» **EXERCISE REQUIREMENTS**: Print each entry verbatim.

Segment Start: RECORDS FOR THE TASK

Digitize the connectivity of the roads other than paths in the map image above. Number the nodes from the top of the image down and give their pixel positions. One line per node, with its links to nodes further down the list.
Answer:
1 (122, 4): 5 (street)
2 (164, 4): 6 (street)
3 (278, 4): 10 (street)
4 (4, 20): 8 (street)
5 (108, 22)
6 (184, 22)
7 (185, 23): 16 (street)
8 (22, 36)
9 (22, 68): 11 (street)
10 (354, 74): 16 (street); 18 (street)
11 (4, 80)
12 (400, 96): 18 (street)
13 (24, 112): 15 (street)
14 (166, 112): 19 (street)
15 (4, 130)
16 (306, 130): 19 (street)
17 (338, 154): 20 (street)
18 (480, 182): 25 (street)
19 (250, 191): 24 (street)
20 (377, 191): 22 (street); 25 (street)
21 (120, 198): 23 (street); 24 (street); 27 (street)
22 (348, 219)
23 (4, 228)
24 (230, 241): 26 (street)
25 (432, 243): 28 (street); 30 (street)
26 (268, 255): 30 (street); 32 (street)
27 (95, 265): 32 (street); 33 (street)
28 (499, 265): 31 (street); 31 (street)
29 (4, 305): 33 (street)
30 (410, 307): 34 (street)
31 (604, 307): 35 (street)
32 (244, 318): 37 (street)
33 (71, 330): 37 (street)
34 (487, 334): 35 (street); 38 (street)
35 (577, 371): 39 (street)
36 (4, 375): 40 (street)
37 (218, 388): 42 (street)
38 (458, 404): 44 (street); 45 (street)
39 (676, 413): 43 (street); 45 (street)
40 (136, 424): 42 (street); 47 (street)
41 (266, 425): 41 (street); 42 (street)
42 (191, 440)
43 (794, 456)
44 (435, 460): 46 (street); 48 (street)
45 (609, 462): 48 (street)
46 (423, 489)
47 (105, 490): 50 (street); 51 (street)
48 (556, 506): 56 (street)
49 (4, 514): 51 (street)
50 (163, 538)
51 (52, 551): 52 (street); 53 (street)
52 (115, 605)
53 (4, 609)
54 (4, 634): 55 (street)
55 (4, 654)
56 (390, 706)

Segment End: RECORDS FOR THE TASK

» **TASK ANSWER**:
Digitize the connectivity of the roads other than paths in the map image above. Number the nodes from the top of the image down and give their pixel positions. One line per node, with its links to nodes further down the list.
Answer:
1 (122, 4): 5 (street)
2 (164, 4): 6 (street)
3 (278, 4): 10 (street)
4 (4, 20): 8 (street)
5 (108, 22)
6 (184, 22)
7 (185, 23): 16 (street)
8 (22, 36)
9 (22, 68): 11 (street)
10 (354, 74): 16 (street); 18 (street)
11 (4, 80)
12 (400, 96): 18 (street)
13 (24, 112): 15 (street)
14 (166, 112): 19 (street)
15 (4, 130)
16 (306, 130): 19 (street)
17 (338, 154): 20 (street)
18 (480, 182): 25 (street)
19 (250, 191): 24 (street)
20 (377, 191): 22 (street); 25 (street)
21 (120, 198): 23 (street); 24 (street); 27 (street)
22 (348, 219)
23 (4, 228)
24 (230, 241): 26 (street)
25 (432, 243): 28 (street); 30 (street)
26 (268, 255): 30 (street); 32 (street)
27 (95, 265): 32 (street); 33 (street)
28 (499, 265): 31 (street); 31 (street)
29 (4, 305): 33 (street)
30 (410, 307): 34 (street)
31 (604, 307): 35 (street)
32 (244, 318): 37 (street)
33 (71, 330): 37 (street)
34 (487, 334): 35 (street); 38 (street)
35 (577, 371): 39 (street)
36 (4, 375): 40 (street)
37 (218, 388): 42 (street)
38 (458, 404): 44 (street); 45 (street)
39 (676, 413): 43 (street); 45 (street)
40 (136, 424): 42 (street); 47 (street)
41 (266, 425): 41 (street); 42 (street)
42 (191, 440)
43 (794, 456)
44 (435, 460): 46 (street); 48 (street)
45 (609, 462): 48 (street)
46 (423, 489)
47 (105, 490): 50 (street); 51 (street)
48 (556, 506): 56 (street)
49 (4, 514): 51 (street)
50 (163, 538)
51 (52, 551): 52 (street); 53 (street)
52 (115, 605)
53 (4, 609)
54 (4, 634): 55 (street)
55 (4, 654)
56 (390, 706)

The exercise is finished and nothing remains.